For caregivers, the realization of overcommitment often comes with hindsight, after they have gotten themselves involved in a situation that is difficult to adjust. I noticed a common theme being discussed over the holidays regarding situations where there are multiple generations relying on the primary caregiver in the family. This individual feels taxed by the needs and challenges of their children, life partner and parents, primarily when they all live under one roof. When pressure is coming from different sides, they often feel like they are drowning in responsibility and believe that if they stop, everything will fall apart.

If you are wondering when it will be your turn to have the peace of mind that you work so hard to provide for others, it’s time for a mental reset. You may have the skills, time and desire to be the go-to person for those in your immediate circle, but that doesn’t necessarily mean you should. Primary caregivers tend to have an all-or-nothing attitude about their role in their loved one’s lives. Being all things to all people is not humanly possible and loving them dearly does not mean you will not experience negative consequences upon your health for overdoing it.

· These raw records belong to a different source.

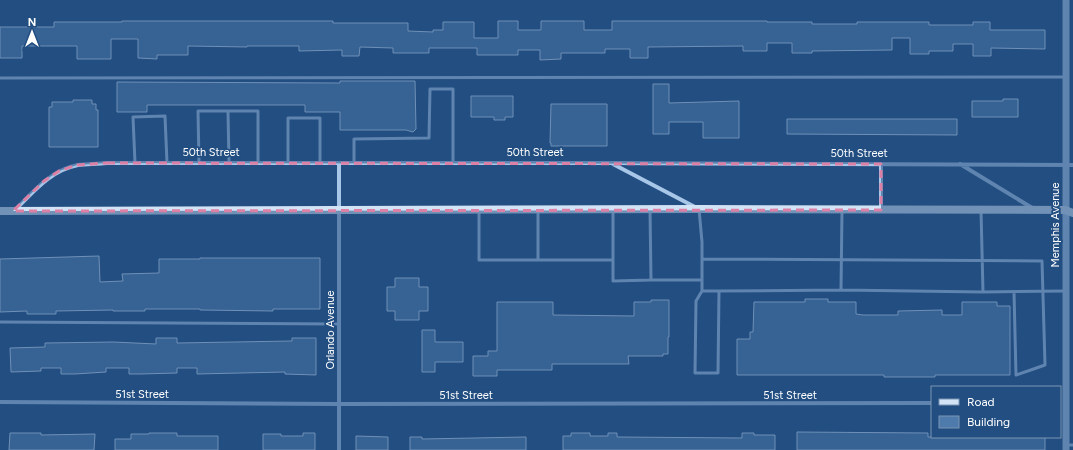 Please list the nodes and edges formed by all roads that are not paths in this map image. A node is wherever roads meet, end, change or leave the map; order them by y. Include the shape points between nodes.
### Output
1 (1066, 0) edge
2 (1066, 77) junction
3 (0, 78) edge
4 (228, 111) junction
5 (288, 162) junction
6 (320, 162) junction
7 (339, 162) junction
8 (354, 162) junction
9 (453, 162) junction
10 (135, 163) junction
11 (167, 163) junction
12 (199, 163) junction
13 (229, 163) junction
14 (258, 163) junction
15 (610, 163) junction
16 (881, 164) junction
17 (960, 164) junction
18 (1070, 165) edge
19 (699, 209) junction
20 (338, 210) junction
21 (479, 210) junction
22 (538, 210) junction
23 (613, 210) junction
24 (650, 210) junction
25 (842, 210) junction
26 (881, 210) junction
27 (981, 210) junction
28 (1036, 210) junction
29 (1070, 210) edge
30 (0, 211) edge
31 (13, 211) junction
32 (702, 259) junction
33 (538, 260) junction
34 (613, 260) junction
35 (841, 260) junction
36 (982, 261) junction
37 (651, 280) junction
38 (702, 280) junction
39 (841, 290) junction
40 (702, 291) junction
41 (719, 291) junction
42 (1043, 291) junction
43 (1066, 291) junction
44 (983, 292) junction
45 (1014, 292) junction
46 (0, 322) edge
47 (339, 324) junction
48 (1069, 341) edge
49 (0, 402) edge
50 (1063, 403) edge
51 (339, 404) junction
52 (931, 404) edge
53 (1068, 447) edge
54 (339, 450) edge

1 - 2 street, Memphis Avenue
2 - 3 lane
2 - 18 street, Memphis Avenue
4 - 12 lane via 198,111
4 - 13 lane
4 - 14 lane via 258,110
5 - 6 street, 50th Street
5 - 6 lane via 288,118 320,118
5 - 14 street, 50th Street
6 - 7 street, 50th Street
7 - 8 street, 50th Street
7 - 20 street, Orlando Avenue
8 - 9 street, 50th Street
8 - 9 lane via 354,139 429,138 430,89 454,89
9 - 15 street, 50th Street
10 - 11 street, 50th Street
10 - 11 lane via 133,117 165,116
10 - 31 street, 50th Street via 77,165 60,171 44,181
11 - 12 street, 50th Street
12 - 13 street, 50th Street
13 - 14 street, 50th Street
15 - 16 street, 50th Street
15 - 19 street
16 - 17 street, 50th Street
16 - 26 street
17 - 18 street, 50th Street
17 - 28 street
18 - 29 street, Memphis Avenue
19 - 24 main road
19 - 25 main road
19 - 32 lane
20 - 21 main road
20 - 31 main road
20 - 47 street, Orlando Avenue
21 - 22 main road
21 - 33 lane via 479,260
22 - 23 main road
22 - 33 lane
23 - 24 main road
23 - 34 lane
24 - 37 lane
25 - 26 main road
25 - 35 lane
26 - 27 main road
27 - 28 main road
27 - 36 lane
28 - 29 main road
29 - 43 street, Memphis Avenue
30 - 31 main road
32 - 35 lane
32 - 38 lane
33 - 34 lane
34 - 37 lane via 613,281
35 - 36 lane
35 - 39 lane
36 - 42 lane via 1042,261
36 - 44 lane
37 - 38 lane
38 - 40 lane
39 - 41 lane
39 - 44 lane
40 - 41 lane
40 - 41 lane via 696,301 695,373 718,373
42 - 43 lane
42 - 45 lane
42 - 45 lane via 1045,365 1016,375
43 - 48 street, Memphis Avenue
44 - 45 lane
46 - 47 lane
47 - 51 street, Orlando Avenue
48 - 50 street, Memphis Avenue
49 - 51 street, 51st Street
50 - 53 street, Memphis Avenue
51 - 52 street, 51st Street
51 - 54 street, Orlando Avenue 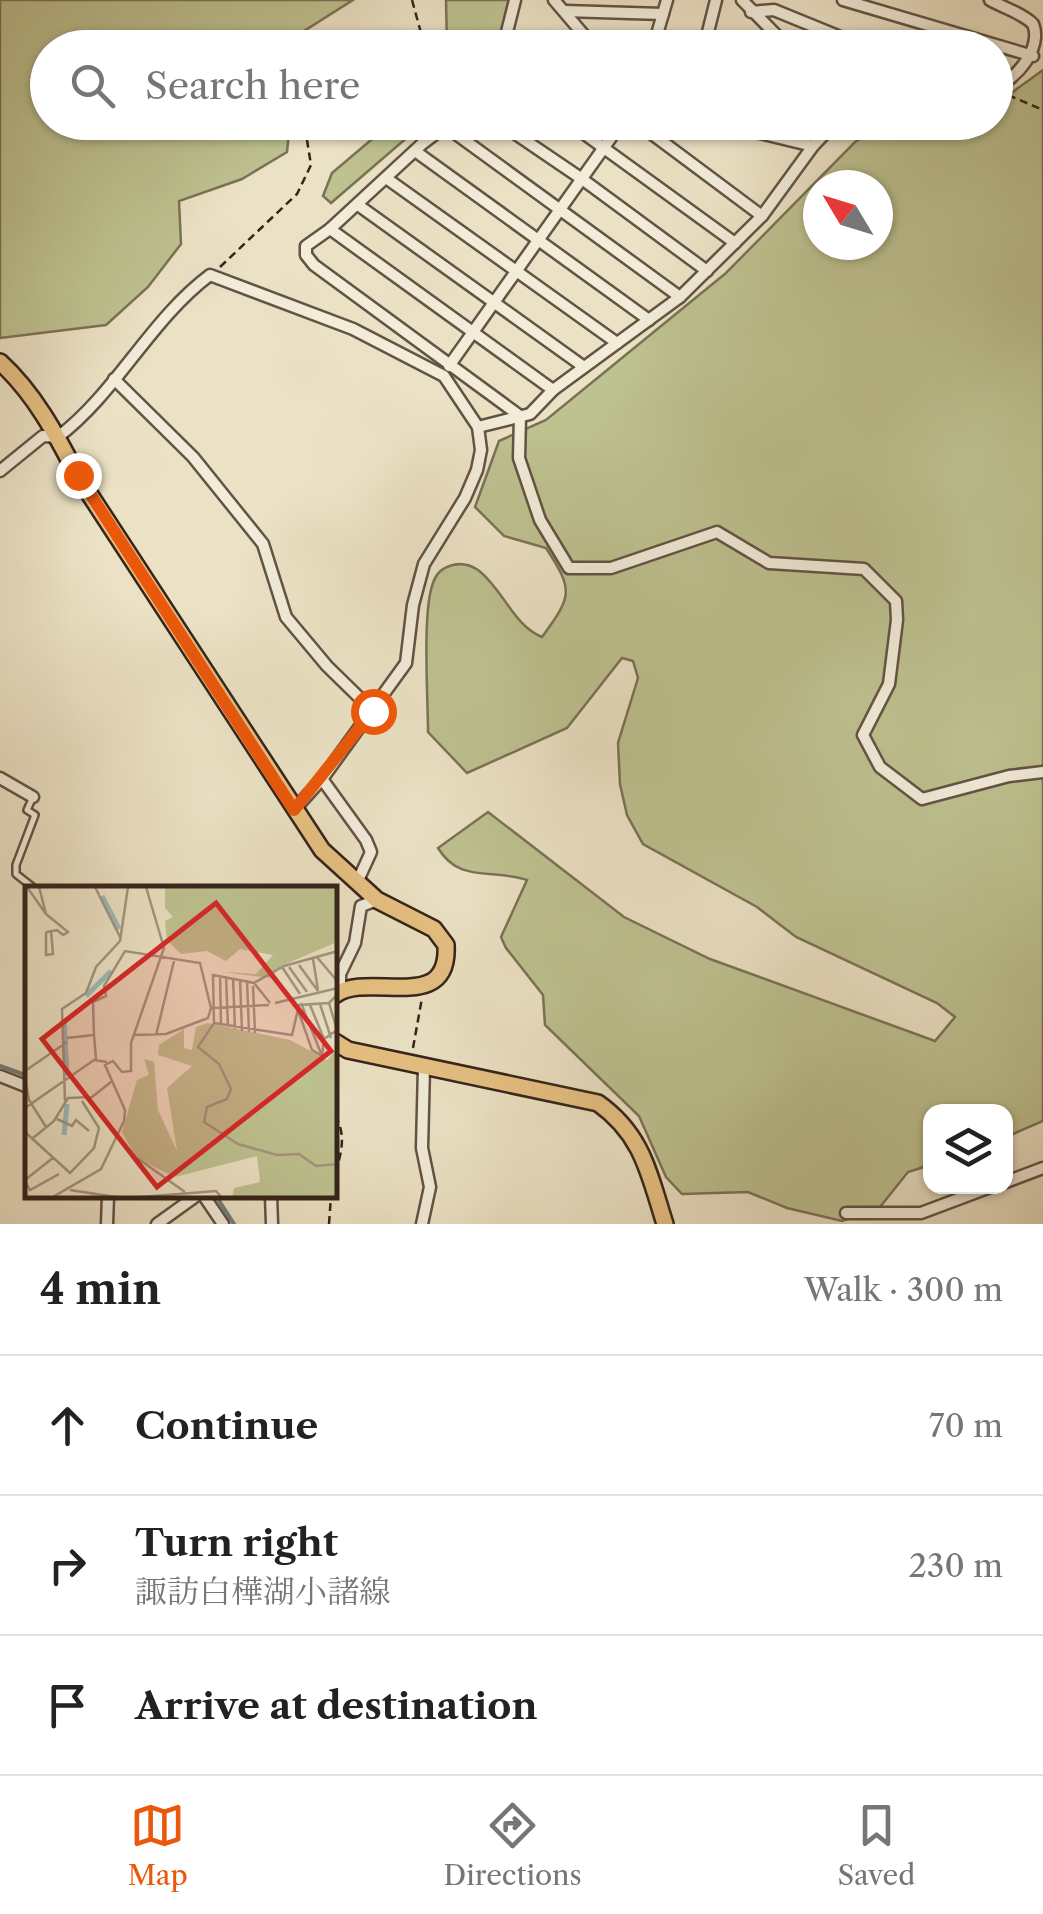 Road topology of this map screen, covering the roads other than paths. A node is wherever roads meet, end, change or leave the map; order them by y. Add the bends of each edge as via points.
1 (515, 0) edge
2 (554, 0) edge
3 (667, 0) edge
4 (716, 0) edge
5 (742, 0) edge
6 (843, 0) edge
7 (990, 0) edge
8 (564, 11) junction
9 (752, 12) junction
10 (662, 14) junction
11 (507, 30) edge
12 (580, 30) edge
13 (657, 30) edge
14 (708, 30) edge
15 (770, 30) edge
16 (823, 30) edge
17 (944, 30) edge
18 (1013, 50) edge
19 (1032, 56) junction
20 (1013, 78) edge
21 (429, 140) edge
22 (469, 140) edge
23 (525, 140) edge
24 (592, 140) edge
25 (610, 140) edge
26 (655, 140) edge
27 (788, 140) edge
28 (818, 140) edge
29 (812, 146) junction
30 (604, 149) junction
31 (416, 151) junction
32 (386, 178) junction
33 (582, 179) junction
34 (358, 204) junction
35 (560, 210) junction
36 (762, 216) junction
37 (330, 229) junction
38 (538, 240) junction
39 (734, 243) junction
40 (516, 272) junction
41 (708, 272) junction
42 (680, 297) junction
43 (494, 302) junction
44 (649, 320) junction
45 (473, 333) junction
46 (617, 343) junction
47 (0, 362) edge
48 (451, 363) junction
49 (584, 367) junction
50 (444, 376) junction
51 (114, 380) junction
52 (553, 390) junction
53 (520, 416) junction
54 (478, 428) junction
55 (58, 437) junction
56 (0, 471) edge
57 (373, 711) junction
58 (1043, 772) edge
59 (0, 778) edge
60 (322, 779) junction
61 (33, 797) joint
62 (294, 810) junction
63 (360, 876) dead end
64 (31, 886) edge
65 (377, 900) junction
66 (338, 987) edge
67 (338, 993) edge
68 (338, 1044) edge
69 (419, 1066) junction
70 (0, 1076) edge
71 (25, 1086) edge
72 (1043, 1168) edge
73 (1013, 1179) edge
74 (972, 1194) edge
75 (108, 1199) edge
76 (192, 1199) edge
77 (206, 1199) edge
78 (271, 1199) edge
79 (846, 1213) dead end
80 (107, 1224) edge
81 (157, 1224) edge
82 (223, 1224) edge
83 (272, 1224) edge
84 (422, 1224) edge
85 (665, 1224) edge

1 - 11 street
2 - 8 street
3 - 10 street
4 - 14 street
5 - 9 street
6 - 17 street
7 - 19 street via 1032,23
8 - 10 street
8 - 12 street
9 - 15 street
9 - 16 street via 774,10
10 - 13 street
18 - 19 street
19 - 20 street
21 - 31 street
22 - 35 street
23 - 33 street
24 - 30 street
25 - 30 street
26 - 36 street
27 - 29 street
28 - 29 street
29 - 36 street
30 - 33 street
30 - 39 street
31 - 32 street
31 - 38 street
32 - 34 street
32 - 40 street
33 - 35 street
33 - 41 street
34 - 37 street
34 - 43 street
35 - 38 street
35 - 42 street
36 - 39 street
37 - 45 street
37 - 48 street via 306,246 314,265
38 - 40 street
38 - 44 street
39 - 41 street
40 - 43 street
40 - 46 street
41 - 42 street
42 - 44 street
43 - 45 street
43 - 49 street
44 - 46 street
45 - 48 street
45 - 52 street
46 - 49 street
47 - 55 main road via 22,382
48 - 50 street
48 - 53 street
49 - 52 street
50 - 51 street via 352,329 210,275 158,324
50 - 54 street
51 - 55 street
51 - 57 street via 192,456 263,544 286,617
52 - 53 street
53 - 54 street
53 - 58 street via 519,458 540,520 570,568 611,568 717,532 769,563 864,569 896,601 889,684 863,736 880,767 922,799
54 - 57 street via 477,470 424,564 406,663
55 - 56 street via 43,436
55 - 62 main road
57 - 60 street
59 - 61 street
60 - 62 street
60 - 63 street via 366,840 370,852
61 - 64 lane via 27,810 35,816 16,865 16,874
62 - 65 main road via 322,850
65 - 66 street via 361,906 356,943
65 - 67 main road via 434,928 446,945 444,966 422,987 363,986
68 - 69 main road
69 - 84 street via 430,1187
69 - 85 main road via 598,1103 641,1148
70 - 71 street
72 - 73 street
74 - 79 street via 921,1213
75 - 80 street
76 - 81 street
77 - 82 street
78 - 83 street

Some care situations last five, 10, even 20 years, and raising a child only officially ends at 18 years. Sandwiched caregivers dedicate a large percentage of their life experience to others. This can be exceptionally rewarding and valuable time shared with family. However, if you are sacrificing your own well-being through this process then I suggest re-evaluating the entire structure of your situation. Coming up with ways to set clear boundaries is much better than trying to push through, and there are more friends and services out there to offer support than you may realize.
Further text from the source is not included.